DATA EXTRACT Start Marker

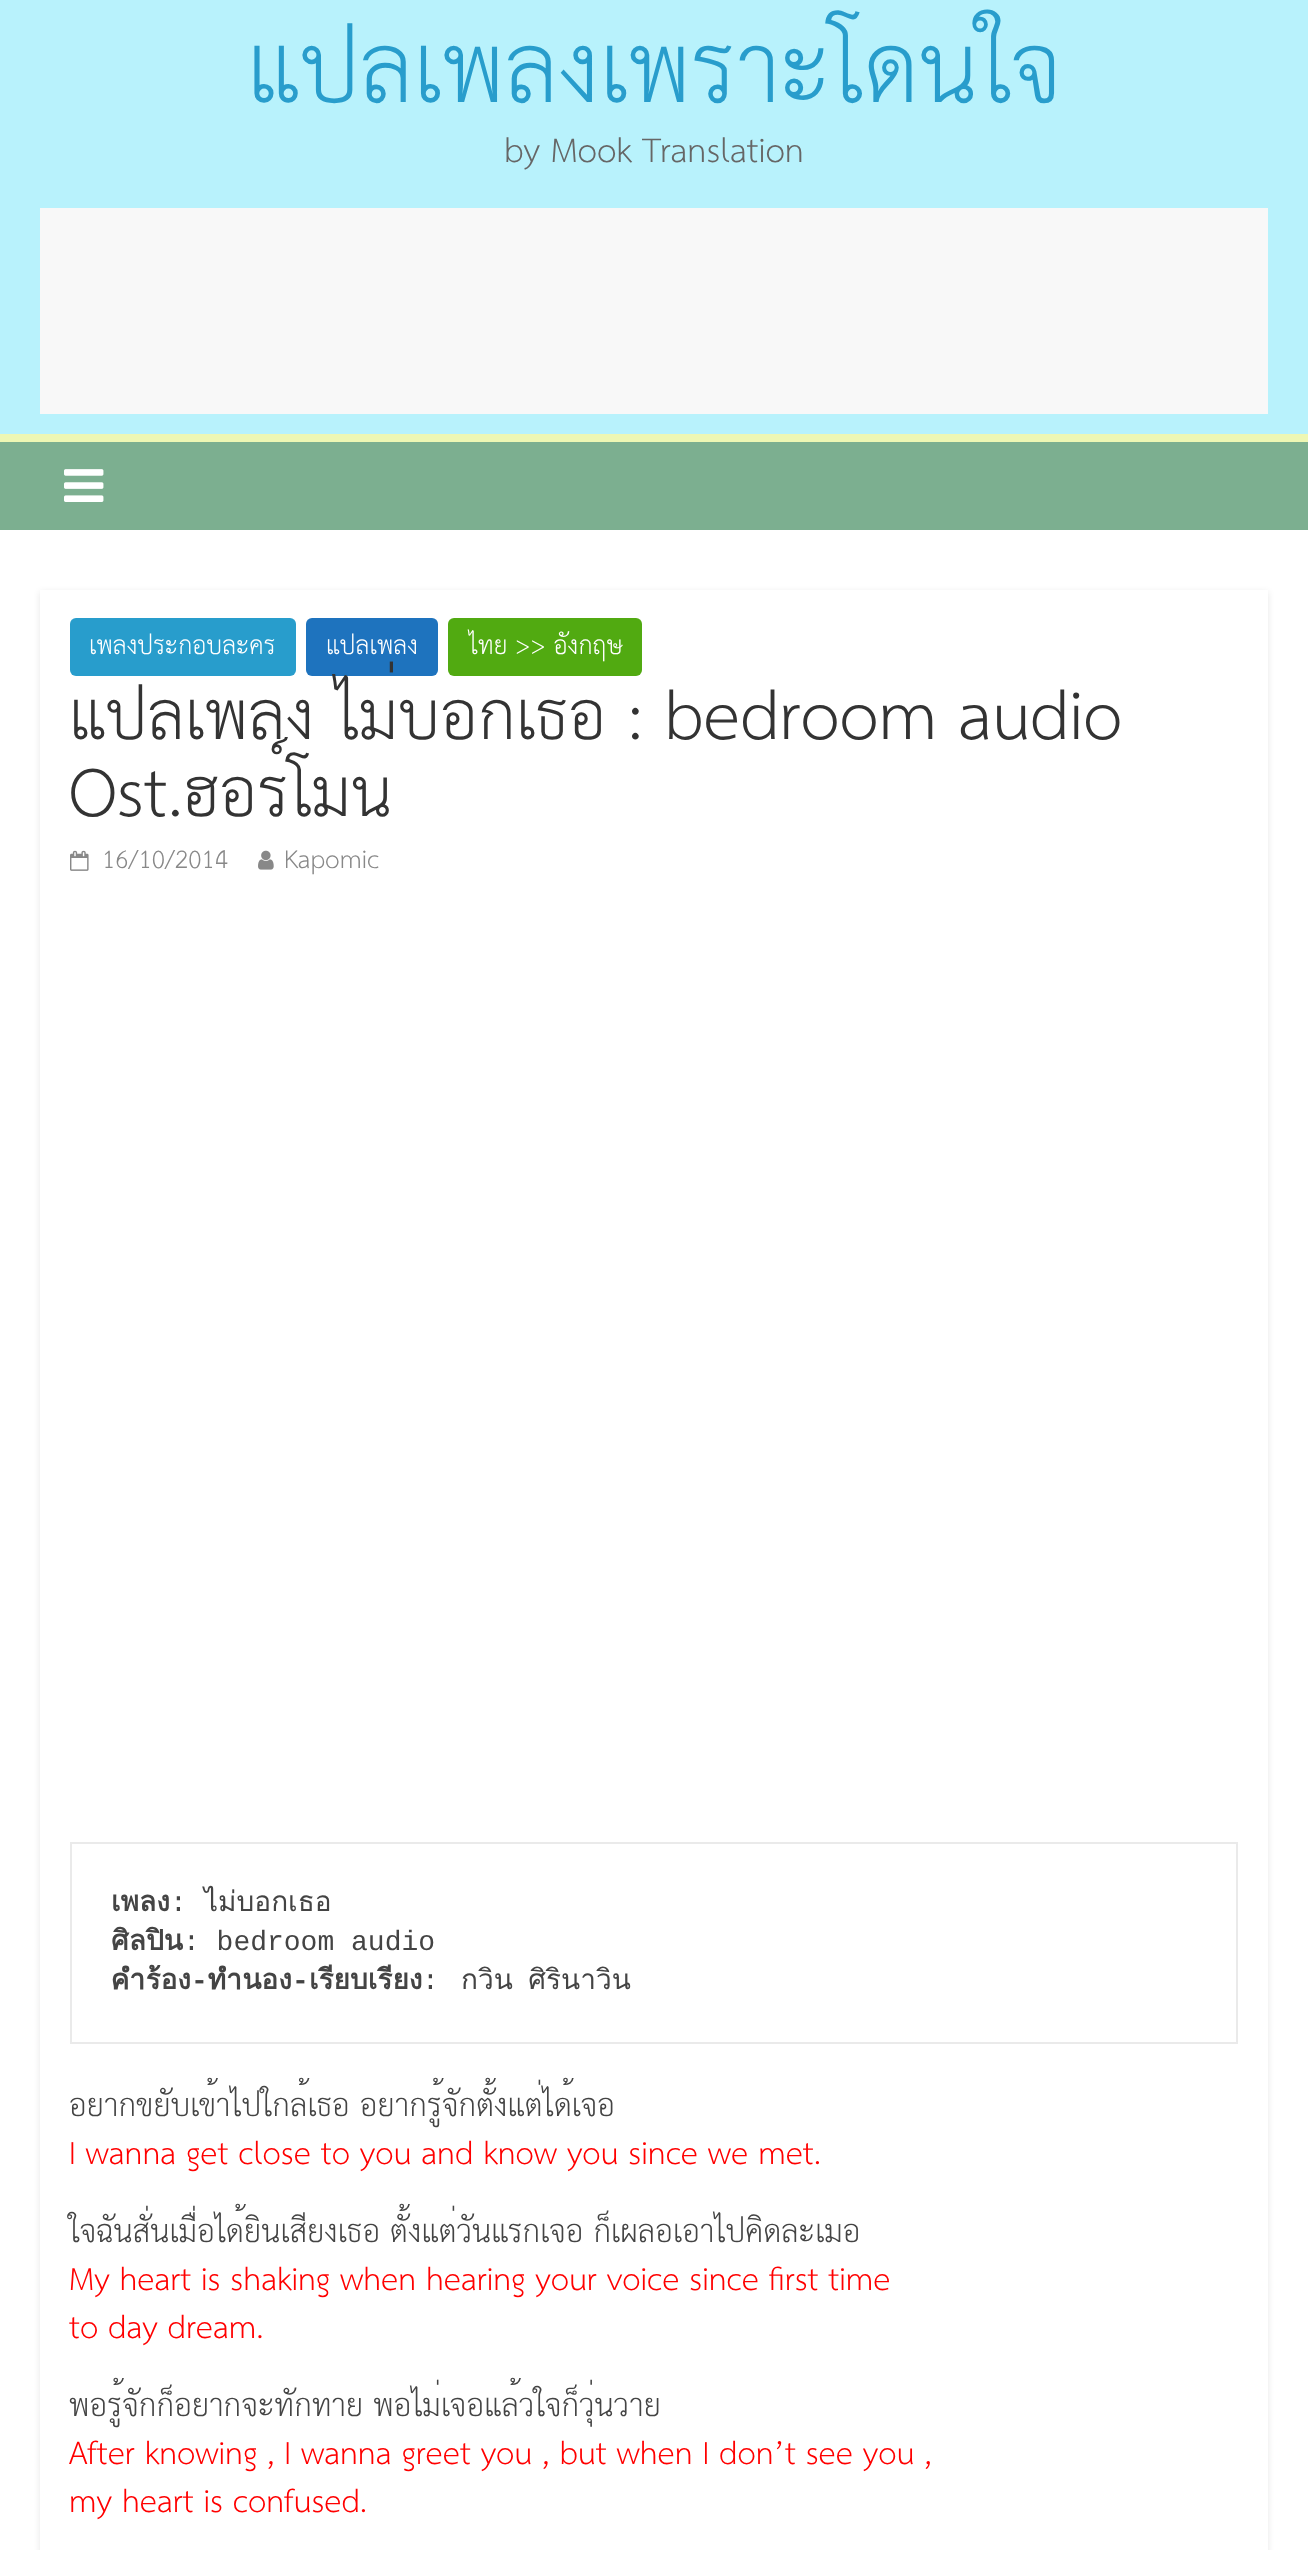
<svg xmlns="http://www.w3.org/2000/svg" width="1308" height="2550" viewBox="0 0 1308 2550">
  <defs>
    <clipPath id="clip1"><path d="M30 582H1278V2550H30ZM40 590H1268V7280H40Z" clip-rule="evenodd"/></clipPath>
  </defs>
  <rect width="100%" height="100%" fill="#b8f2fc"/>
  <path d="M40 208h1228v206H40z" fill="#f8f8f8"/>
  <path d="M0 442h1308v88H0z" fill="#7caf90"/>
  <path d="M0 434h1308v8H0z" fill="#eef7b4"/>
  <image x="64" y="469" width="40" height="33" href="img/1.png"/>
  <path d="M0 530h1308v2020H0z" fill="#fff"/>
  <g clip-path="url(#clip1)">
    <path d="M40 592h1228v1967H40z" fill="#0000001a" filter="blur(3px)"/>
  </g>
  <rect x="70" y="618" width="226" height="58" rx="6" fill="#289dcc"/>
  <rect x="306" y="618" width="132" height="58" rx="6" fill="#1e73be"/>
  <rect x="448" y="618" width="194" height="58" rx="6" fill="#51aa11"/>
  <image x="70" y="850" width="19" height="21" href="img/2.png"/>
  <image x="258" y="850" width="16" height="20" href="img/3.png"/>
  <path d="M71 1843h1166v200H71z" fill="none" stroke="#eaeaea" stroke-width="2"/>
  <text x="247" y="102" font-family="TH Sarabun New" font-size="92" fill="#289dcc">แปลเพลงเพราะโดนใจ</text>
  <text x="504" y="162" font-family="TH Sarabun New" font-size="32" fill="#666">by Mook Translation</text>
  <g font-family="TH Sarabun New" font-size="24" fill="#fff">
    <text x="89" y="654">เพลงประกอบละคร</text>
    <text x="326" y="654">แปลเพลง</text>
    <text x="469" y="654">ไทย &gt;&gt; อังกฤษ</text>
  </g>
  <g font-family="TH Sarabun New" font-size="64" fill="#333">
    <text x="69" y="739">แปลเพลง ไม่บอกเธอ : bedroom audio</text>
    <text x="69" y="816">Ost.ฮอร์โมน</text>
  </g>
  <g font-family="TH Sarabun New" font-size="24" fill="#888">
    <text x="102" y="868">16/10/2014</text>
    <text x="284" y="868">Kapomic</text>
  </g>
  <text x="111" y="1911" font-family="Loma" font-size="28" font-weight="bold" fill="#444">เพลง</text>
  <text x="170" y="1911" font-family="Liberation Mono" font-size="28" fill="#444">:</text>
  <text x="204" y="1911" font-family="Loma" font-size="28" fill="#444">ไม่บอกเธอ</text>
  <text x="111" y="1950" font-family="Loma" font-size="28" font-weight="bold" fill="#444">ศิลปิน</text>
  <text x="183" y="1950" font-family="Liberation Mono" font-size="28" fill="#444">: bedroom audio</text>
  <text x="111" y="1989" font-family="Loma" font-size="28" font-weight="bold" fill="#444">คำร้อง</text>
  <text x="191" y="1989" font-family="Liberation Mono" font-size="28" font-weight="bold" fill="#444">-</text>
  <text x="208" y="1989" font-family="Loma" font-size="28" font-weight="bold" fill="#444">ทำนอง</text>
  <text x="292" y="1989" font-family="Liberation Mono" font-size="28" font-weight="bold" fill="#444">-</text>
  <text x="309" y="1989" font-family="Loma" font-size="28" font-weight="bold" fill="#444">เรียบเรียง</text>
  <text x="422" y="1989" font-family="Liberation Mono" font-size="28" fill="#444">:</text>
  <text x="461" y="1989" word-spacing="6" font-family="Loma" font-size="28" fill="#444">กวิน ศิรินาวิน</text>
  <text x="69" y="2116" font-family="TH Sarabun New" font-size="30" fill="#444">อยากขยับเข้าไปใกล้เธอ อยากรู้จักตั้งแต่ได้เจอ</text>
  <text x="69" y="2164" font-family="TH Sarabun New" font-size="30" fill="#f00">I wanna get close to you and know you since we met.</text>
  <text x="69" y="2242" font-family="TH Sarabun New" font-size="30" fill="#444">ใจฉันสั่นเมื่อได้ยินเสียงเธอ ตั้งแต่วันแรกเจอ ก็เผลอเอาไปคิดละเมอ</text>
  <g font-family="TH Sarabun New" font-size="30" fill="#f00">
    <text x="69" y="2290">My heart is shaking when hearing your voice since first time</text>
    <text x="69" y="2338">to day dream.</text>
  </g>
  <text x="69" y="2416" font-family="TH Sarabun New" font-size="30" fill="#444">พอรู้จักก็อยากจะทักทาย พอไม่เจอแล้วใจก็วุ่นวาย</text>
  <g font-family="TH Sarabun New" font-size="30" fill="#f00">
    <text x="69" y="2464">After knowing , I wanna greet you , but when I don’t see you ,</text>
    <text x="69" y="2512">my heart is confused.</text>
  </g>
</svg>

DATA EXTRACT End Marker

- [YOUR INSTRUCTIONS] Starting from the line that contains "since first time</text>", transcribe each line to the end of the records above. Please add nothing.

- [THE COMPLETED TASK]
    <text x="69" y="2290">My heart is shaking when hearing your voice since first time</text>
    <text x="69" y="2338">to day dream.</text>
  </g>
  <text x="69" y="2416" font-family="TH Sarabun New" font-size="30" fill="#444">พอรู้จักก็อยากจะทักทาย พอไม่เจอแล้วใจก็วุ่นวาย</text>
  <g font-family="TH Sarabun New" font-size="30" fill="#f00">
    <text x="69" y="2464">After knowing , I wanna greet you , but when I don’t see you ,</text>
    <text x="69" y="2512">my heart is confused.</text>
  </g>
</svg>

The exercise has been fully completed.